--- Assigned task ---
Looking at the data below, how many lines include the word "Ruck"? Respond with the number only.

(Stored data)

• • • •

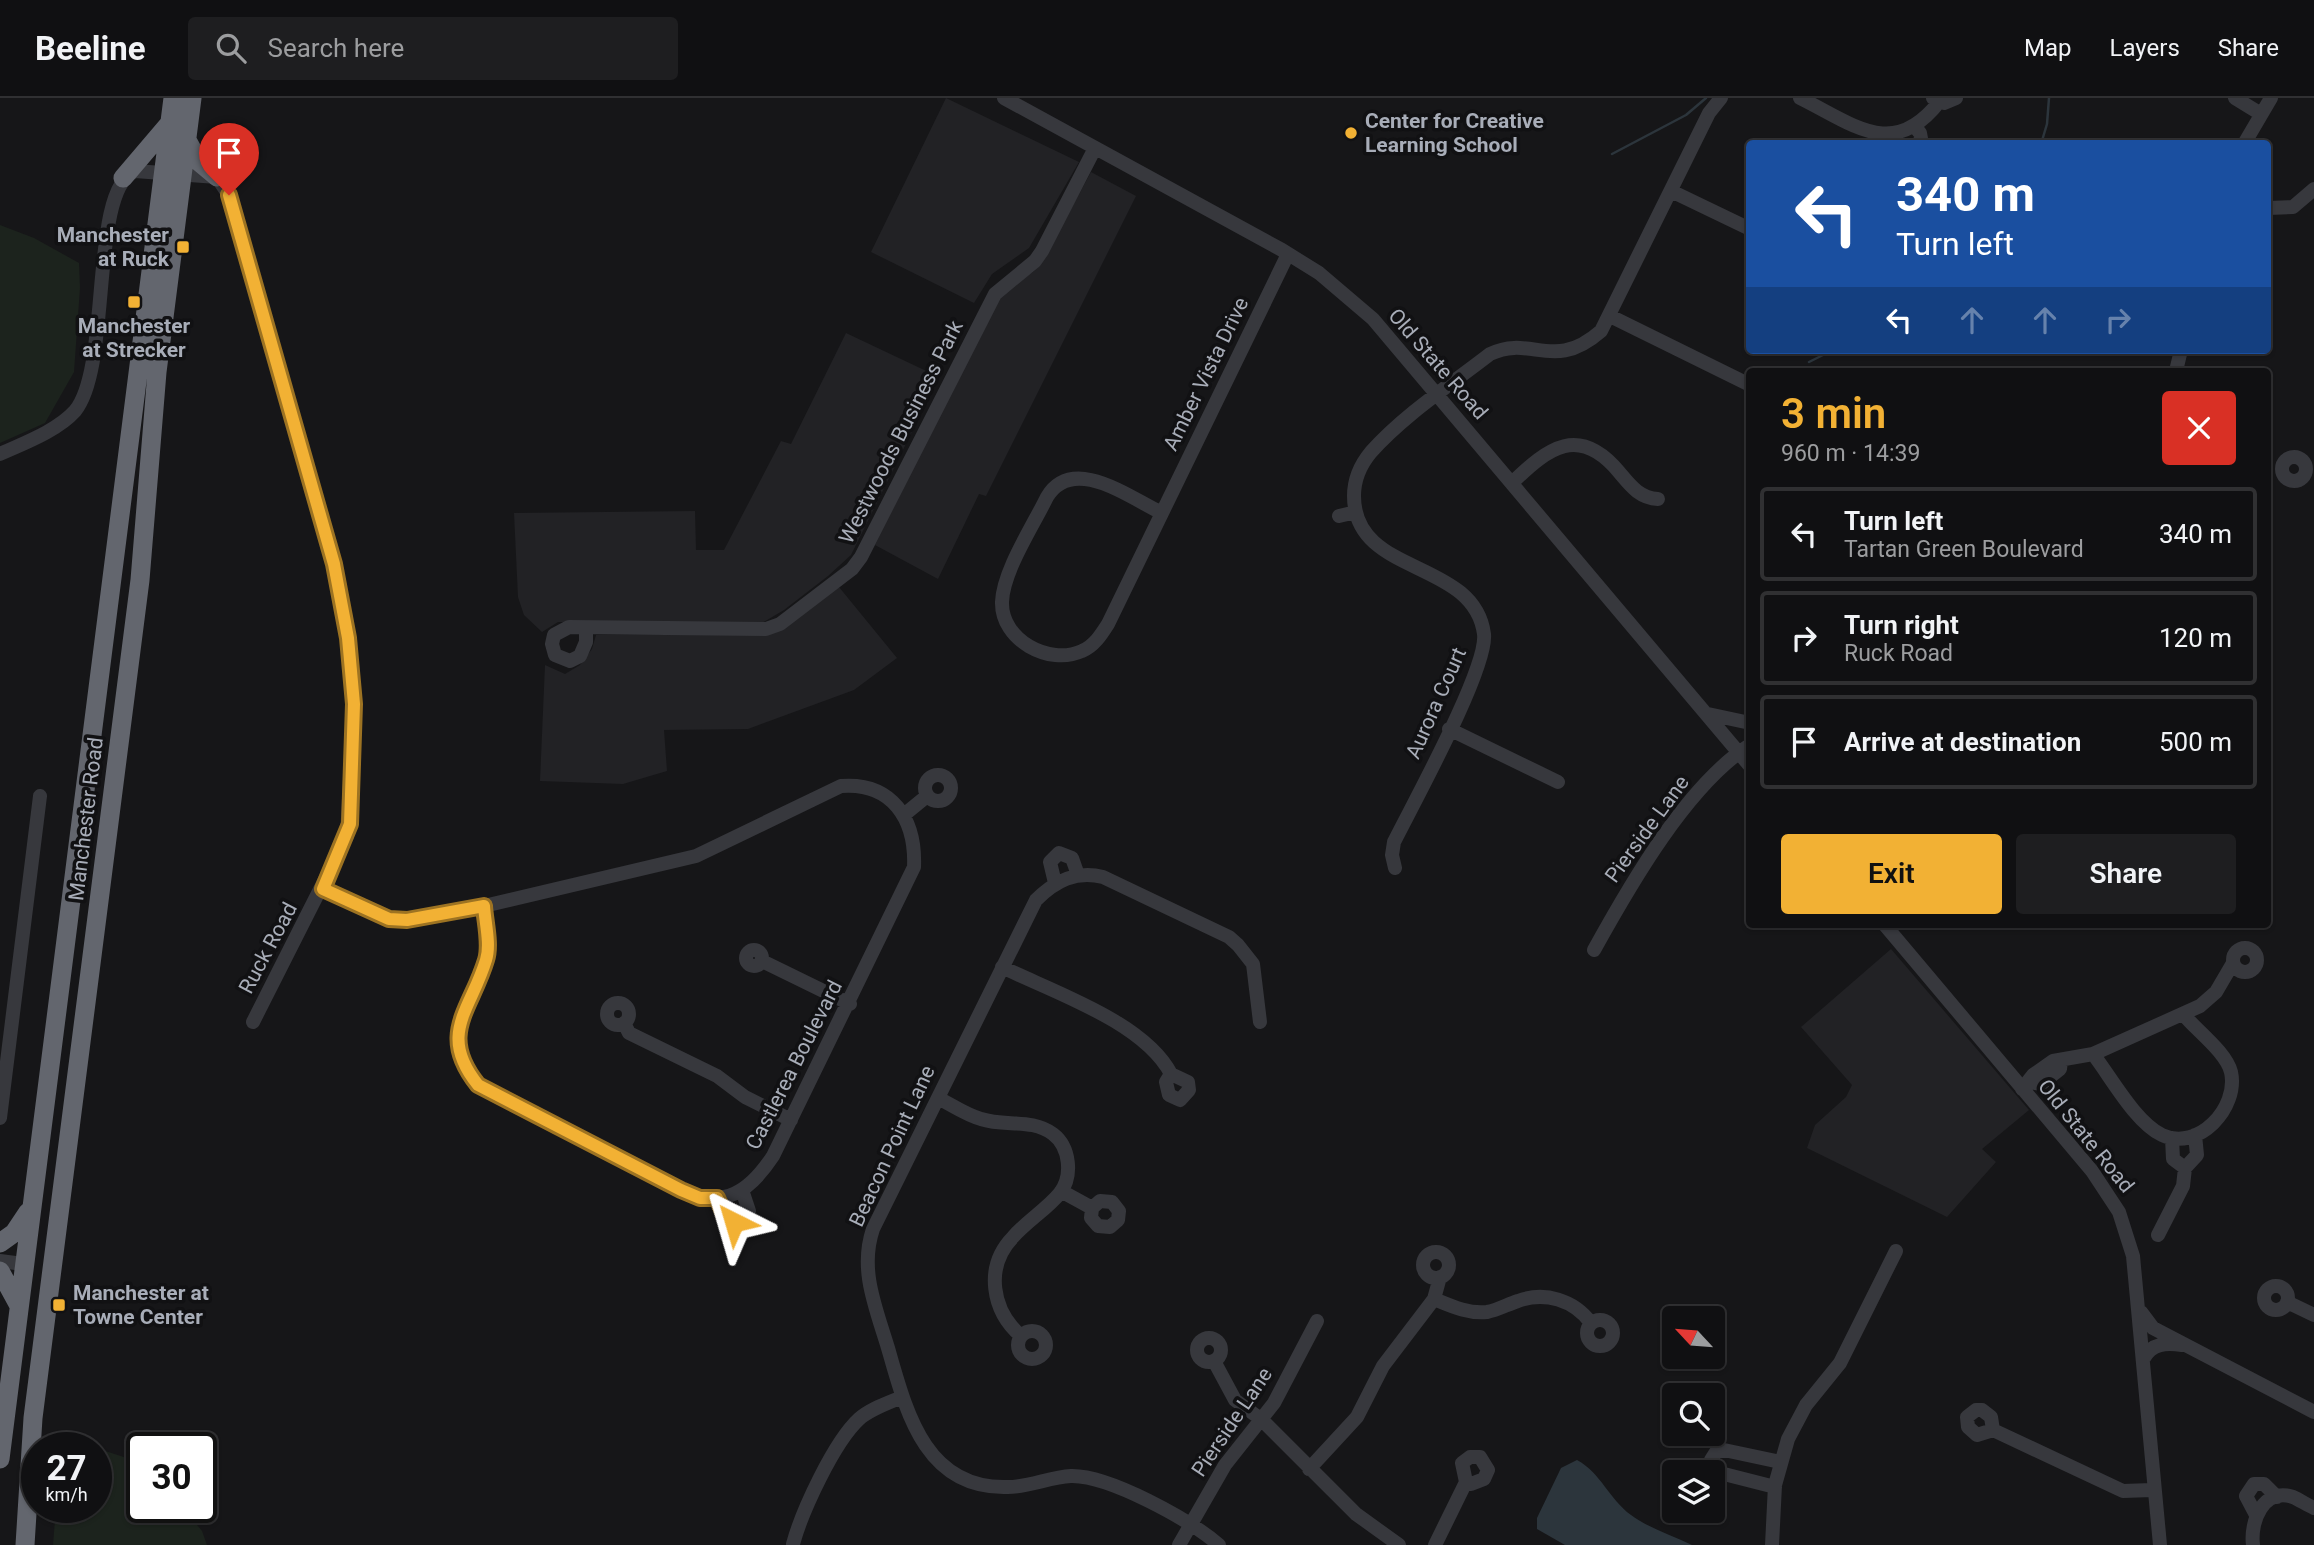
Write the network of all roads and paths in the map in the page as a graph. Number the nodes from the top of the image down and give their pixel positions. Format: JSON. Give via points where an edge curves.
{"nodes":[{"id":1,"x":173,"y":98,"type":"edge"},
{"id":2,"x":192,"y":98,"type":"edge"},
{"id":3,"x":1004,"y":98,"type":"edge"},
{"id":4,"x":1721,"y":98,"type":"edge"},
{"id":5,"x":1800,"y":98,"type":"edge"},
{"id":6,"x":1956,"y":98,"type":"edge"},
{"id":7,"x":2235,"y":98,"type":"edge"},
{"id":8,"x":2271,"y":98,"type":"edge"},
{"id":9,"x":1936,"y":100,"type":"edge"},
{"id":10,"x":2261,"y":114,"type":"junction"},
{"id":11,"x":170,"y":123,"type":"junction"},
{"id":12,"x":1915,"y":127,"type":"junction"},
{"id":13,"x":1893,"y":139,"type":"edge"},
{"id":14,"x":187,"y":140,"type":"junction"},
{"id":15,"x":1921,"y":140,"type":"edge"},
{"id":16,"x":2247,"y":140,"type":"edge"},
{"id":17,"x":1096,"y":148,"type":"junction"},
{"id":18,"x":173,"y":173,"type":"junction"},
{"id":19,"x":217,"y":177,"type":"junction"},
{"id":20,"x":123,"y":178,"type":"junction"},
{"id":21,"x":2314,"y":189,"type":"edge"},
{"id":22,"x":1671,"y":191,"type":"junction"},
{"id":23,"x":2271,"y":208,"type":"edge"},
{"id":24,"x":1746,"y":227,"type":"edge"},
{"id":25,"x":1288,"y":254,"type":"junction"},
{"id":26,"x":1610,"y":316,"type":"junction"},
{"id":27,"x":1746,"y":384,"type":"edge"},
{"id":28,"x":1438,"y":394,"type":"junction"},
{"id":29,"x":0,"y":454,"type":"edge"},
{"id":30,"x":1513,"y":482,"type":"junction"},
{"id":31,"x":1658,"y":499,"type":"dead end"},
{"id":32,"x":1356,"y":512,"type":"junction"},
{"id":33,"x":1162,"y":513,"type":"junction"},
{"id":34,"x":1339,"y":516,"type":"dead end"},
{"id":35,"x":586,"y":629,"type":"dead end"},
{"id":36,"x":1708,"y":714,"type":"junction"},
{"id":37,"x":1746,"y":722,"type":"edge"},
{"id":38,"x":1449,"y":729,"type":"junction"},
{"id":39,"x":1745,"y":748,"type":"edge"},
{"id":40,"x":1558,"y":782,"type":"dead end"},
{"id":41,"x":40,"y":796,"type":"dead end"},
{"id":42,"x":927,"y":796,"type":"dead end"},
{"id":43,"x":905,"y":814,"type":"junction"},
{"id":44,"x":1395,"y":868,"type":"dead end"},
{"id":45,"x":1078,"y":875,"type":"junction"},
{"id":46,"x":1055,"y":883,"type":"junction"},
{"id":47,"x":323,"y":889,"type":"junction"},
{"id":48,"x":484,"y":906,"type":"junction"},
{"id":49,"x":1888,"y":928,"type":"edge"},
{"id":50,"x":1594,"y":950,"type":"dead end"},
{"id":51,"x":762,"y":961,"type":"dead end"},
{"id":52,"x":2233,"y":963,"type":"dead end"},
{"id":53,"x":1002,"y":967,"type":"junction"},
{"id":54,"x":850,"y":1004,"type":"junction"},
{"id":55,"x":2184,"y":1015,"type":"junction"},
{"id":56,"x":253,"y":1021,"type":"dead end"},
{"id":57,"x":624,"y":1023,"type":"dead end"},
{"id":58,"x":1260,"y":1023,"type":"dead end"},
{"id":59,"x":2092,"y":1054,"type":"junction"},
{"id":60,"x":1171,"y":1074,"type":"dead end"},
{"id":61,"x":2026,"y":1085,"type":"junction"},
{"id":62,"x":938,"y":1098,"type":"junction"},
{"id":63,"x":0,"y":1118,"type":"edge"},
{"id":64,"x":791,"y":1119,"type":"junction"},
{"id":65,"x":2195,"y":1135,"type":"junction"},
{"id":66,"x":2172,"y":1138,"type":"junction"},
{"id":67,"x":2185,"y":1168,"type":"junction"},
{"id":68,"x":742,"y":1190,"type":"junction"},
{"id":69,"x":1061,"y":1191,"type":"junction"},
{"id":70,"x":717,"y":1198,"type":"junction"},
{"id":71,"x":31,"y":1208,"type":"junction"},
{"id":72,"x":1092,"y":1208,"type":"dead end"},
{"id":73,"x":2158,"y":1235,"type":"dead end"},
{"id":74,"x":56,"y":1240,"type":"junction"},
{"id":75,"x":0,"y":1245,"type":"edge"},
{"id":76,"x":1896,"y":1251,"type":"dead end"},
{"id":77,"x":26,"y":1259,"type":"junction"},
{"id":78,"x":0,"y":1261,"type":"edge"},
{"id":79,"x":0,"y":1271,"type":"edge"},
{"id":80,"x":1440,"y":1277,"type":"dead end"},
{"id":81,"x":1434,"y":1299,"type":"junction"},
{"id":82,"x":2287,"y":1302,"type":"dead end"},
{"id":83,"x":18,"y":1305,"type":"junction"},
{"id":84,"x":2139,"y":1308,"type":"junction"},
{"id":85,"x":2314,"y":1315,"type":"edge"},
{"id":86,"x":1317,"y":1321,"type":"dead end"},
{"id":87,"x":1591,"y":1323,"type":"dead end"},
{"id":88,"x":45,"y":1325,"type":"junction"},
{"id":89,"x":1021,"y":1336,"type":"dead end"},
{"id":90,"x":2187,"y":1345,"type":"junction"},
{"id":91,"x":2144,"y":1358,"type":"junction"},
{"id":92,"x":1214,"y":1361,"type":"dead end"},
{"id":93,"x":902,"y":1397,"type":"junction"},
{"id":94,"x":2314,"y":1412,"type":"edge"},
{"id":95,"x":1262,"y":1420,"type":"junction"},
{"id":96,"x":1993,"y":1430,"type":"dead end"},
{"id":97,"x":0,"y":1460,"type":"edge"},
{"id":98,"x":1780,"y":1462,"type":"junction"},
{"id":99,"x":1310,"y":1469,"type":"junction"},
{"id":100,"x":1466,"y":1482,"type":"dead end"},
{"id":101,"x":1775,"y":1487,"type":"junction"},
{"id":102,"x":2152,"y":1490,"type":"junction"},
{"id":103,"x":2277,"y":1497,"type":"junction"},
{"id":104,"x":2314,"y":1508,"type":"edge"},
{"id":105,"x":2256,"y":1515,"type":"junction"},
{"id":106,"x":1192,"y":1524,"type":"junction"},
{"id":107,"x":25,"y":1545,"type":"edge"},
{"id":108,"x":794,"y":1545,"type":"edge"},
{"id":109,"x":1179,"y":1545,"type":"edge"},
{"id":110,"x":1219,"y":1545,"type":"edge"},
{"id":111,"x":1399,"y":1545,"type":"edge"},
{"id":112,"x":1435,"y":1545,"type":"edge"},
{"id":113,"x":1772,"y":1545,"type":"edge"},
{"id":114,"x":2160,"y":1545,"type":"edge"},
{"id":115,"x":2253,"y":1545,"type":"edge"}],
"edges":[{"from":1,"to":11,"type":"highway","name":"Manchester Road"},
{"from":2,"to":14,"type":"highway","name":"Manchester Road"},
{"from":3,"to":17,"type":"street","name":"Old State Road"},
{"from":4,"to":22,"type":"street"},
{"from":5,"to":13,"type":"street"},
{"from":6,"to":9,"type":"street","via":[[1949,103]]},
{"from":7,"to":10,"type":"street"},
{"from":8,"to":10,"type":"street"},
{"from":9,"to":12,"type":"street"},
{"from":10,"to":16,"type":"street"},
{"from":11,"to":18,"type":"highway","name":"Manchester Road"},
{"from":11,"to":20,"type":"highway"},
{"from":12,"to":13,"type":"street"},
{"from":12,"to":15,"type":"street"},
{"from":14,"to":18,"type":"highway","name":"Manchester Road"},
{"from":14,"to":19,"type":"highway","via":[[199,162]]},
{"from":17,"to":25,"type":"street","name":"Old State Road"},
{"from":17,"to":35,"type":"street","name":"Westwoods Business Park","via":[[1042,251],[995,294],[852,569],[780,624],[766,629]]},
{"from":18,"to":19,"type":"street"},
{"from":18,"to":20,"type":"street","via":[[135,171]]},
{"from":18,"to":71,"type":"highway","name":"Manchester Road"},
{"from":18,"to":74,"type":"highway","name":"Manchester Road","via":[[140,580]]},
{"from":19,"to":47,"type":"street","name":"Ruck Road","via":[[234,209],[334,564],[348,638],[354,704],[350,824]]},
{"from":20,"to":29,"type":"street","via":[[112,203],[86,392],[67,418]]},
{"from":21,"to":23,"type":"street","via":[[2293,207]]},
{"from":22,"to":24,"type":"street"},
{"from":22,"to":26,"type":"street"},
{"from":25,"to":28,"type":"street","name":"Old State Road","via":[[1351,299]]},
{"from":25,"to":33,"type":"street","name":"Amber Vista Drive"},
{"from":26,"to":27,"type":"street"},
{"from":26,"to":28,"type":"street","via":[[1590,341],[1567,351],[1546,354],[1501,349]]},
{"from":28,"to":30,"type":"street","name":"Old State Road"},
{"from":28,"to":32,"type":"street","via":[[1364,461],[1354,489]]},
{"from":30,"to":31,"type":"street","via":[[1546,452],[1576,446],[1601,454],[1639,493]]},
{"from":30,"to":36,"type":"street","name":"Old State Road"},
{"from":32,"to":34,"type":"street"},
{"from":32,"to":38,"type":"street","name":"Aurora Court","via":[[1363,529],[1380,548],[1460,590],[1477,611],[1484,635],[1482,659]]},
{"from":33,"to":33,"type":"street","name":"Amber Vista Drive","via":[[1108,624],[1093,645],[1073,654],[1052,655],[1012,632],[1002,609],[1005,584],[1057,486],[1071,478],[1090,479]]},
{"from":36,"to":37,"type":"street"},
{"from":36,"to":39,"type":"street","name":"Old State Road"},
{"from":38,"to":40,"type":"street"},
{"from":38,"to":44,"type":"street","name":"Aurora Court","via":[[1394,842]]},
{"from":39,"to":50,"type":"street","name":"Pierside Lane","via":[[1711,777],[1653,852]]},
{"from":41,"to":63,"type":"street"},
{"from":42,"to":43,"type":"street"},
{"from":43,"to":48,"type":"street","via":[[867,787],[841,786],[696,856]]},
{"from":43,"to":54,"type":"street","name":"Castlerea Boulevard","via":[[914,842],[914,867]]},
{"from":45,"to":46,"type":"street","name":"Beacon Point Lane"},
{"from":45,"to":46,"type":"street","via":[[1072,858],[1059,853],[1050,862]]},
{"from":45,"to":58,"type":"street","name":"Beacon Point Lane","via":[[1103,877],[1229,937],[1253,964]]},
{"from":46,"to":53,"type":"street","name":"Beacon Point Lane","via":[[1036,900]]},
{"from":47,"to":48,"type":"street","via":[[389,919]]},
{"from":47,"to":56,"type":"street","name":"Ruck Road"},
{"from":48,"to":70,"type":"street","name":"Castlerea Boulevard","via":[[487,957],[465,1006],[457,1040],[468,1073],[478,1085],[681,1190],[700,1198]]},
{"from":49,"to":61,"type":"street","name":"Old State Road"},
{"from":51,"to":54,"type":"street"},
{"from":52,"to":55,"type":"street","via":[[2209,1000]]},
{"from":53,"to":60,"type":"street","via":[[1127,1027],[1152,1047]]},
{"from":53,"to":62,"type":"street","name":"Beacon Point Lane"},
{"from":54,"to":64,"type":"street","name":"Castlerea Boulevard"},
{"from":55,"to":59,"type":"street"},
{"from":55,"to":65,"type":"street","via":[[2231,1070],[2227,1102],[2208,1129]]},
{"from":57,"to":64,"type":"street","via":[[629,1033]]},
{"from":59,"to":61,"type":"street","via":[[2053,1061]]},
{"from":59,"to":66,"type":"street","via":[[2143,1120]]},
{"from":61,"to":84,"type":"street","name":"Old State Road","via":[[2119,1212],[2133,1256]]},
{"from":62,"to":69,"type":"street","via":[[979,1119],[1036,1125],[1056,1136],[1068,1163]]},
{"from":62,"to":93,"type":"street","name":"Beacon Point Lane","via":[[873,1229],[868,1248],[867,1278]]},
{"from":64,"to":68,"type":"street","name":"Castlerea Boulevard","via":[[758,1179]]},
{"from":65,"to":66,"type":"street"},
{"from":65,"to":67,"type":"street","via":[[2197,1155]]},
{"from":66,"to":67,"type":"street","via":[[2173,1159]]},
{"from":67,"to":73,"type":"street","via":[[2183,1186]]},
{"from":68,"to":70,"type":"street","name":"Castlerea Boulevard"},
{"from":68,"to":70,"type":"street","via":[[749,1211],[740,1222],[726,1218]]},
{"from":69,"to":72,"type":"street"},
{"from":69,"to":89,"type":"street","via":[[1006,1244],[996,1272],[1000,1312]]},
{"from":71,"to":75,"type":"highway"},
{"from":71,"to":77,"type":"highway","name":"Manchester Road"},
{"from":74,"to":77,"type":"highway","via":[[40,1257]]},
{"from":74,"to":88,"type":"highway","name":"Manchester Road"},
{"from":75,"to":77,"type":"street"},
{"from":76,"to":98,"type":"street","via":[[1840,1363],[1796,1422]]},
{"from":77,"to":78,"type":"street"},
{"from":77,"to":83,"type":"highway","name":"Manchester Road"},
{"from":77,"to":88,"type":"highway"},
{"from":79,"to":83,"type":"highway"},
{"from":80,"to":81,"type":"street"},
{"from":81,"to":87,"type":"street","via":[[1462,1310],[1488,1312],[1519,1300],[1545,1297],[1568,1303]]},
{"from":81,"to":99,"type":"street","via":[[1383,1366],[1357,1418]]},
{"from":82,"to":85,"type":"street"},
{"from":83,"to":97,"type":"highway","name":"Manchester Road"},
{"from":84,"to":90,"type":"street","via":[[2153,1328]]},
{"from":84,"to":91,"type":"street","name":"Old State Road"},
{"from":86,"to":95,"type":"street","name":"Pierside Lane"},
{"from":88,"to":107,"type":"highway","name":"Manchester Road","via":[[28,1469]]},
{"from":90,"to":91,"type":"street","via":[[2159,1345],[2149,1349]]},
{"from":90,"to":94,"type":"street"},
{"from":91,"to":102,"type":"street","name":"Old State Road"},
{"from":92,"to":95,"type":"street","via":[[1235,1400]]},
{"from":93,"to":106,"type":"street","name":"Beacon Point Lane","via":[[921,1442],[940,1463],[967,1479],[1009,1488],[1072,1476],[1097,1479]]},
{"from":93,"to":108,"type":"street","via":[[866,1413],[846,1433],[800,1516]]},
{"from":95,"to":99,"type":"street"},
{"from":95,"to":106,"type":"street","name":"Pierside Lane","via":[[1225,1465]]},
{"from":96,"to":102,"type":"street","via":[[2123,1491]]},
{"from":98,"to":101,"type":"street"},
{"from":98,"to":101,"type":"street","via":[[1724,1450],[1711,1460],[1720,1473]]},
{"from":99,"to":111,"type":"street","via":[[1356,1514]]},
{"from":100,"to":112,"type":"street"},
{"from":101,"to":113,"type":"street"},
{"from":102,"to":114,"type":"street","name":"Old State Road"},
{"from":103,"to":104,"type":"street","via":[[2293,1497]]},
{"from":103,"to":105,"type":"street"},
{"from":103,"to":105,"type":"street","via":[[2266,1486],[2254,1484],[2246,1496]]},
{"from":105,"to":115,"type":"street"},
{"from":106,"to":109,"type":"street","name":"Pierside Lane"},
{"from":106,"to":110,"type":"street","name":"Beacon Point Lane"}]}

• • • •

--- Exercise output ---
2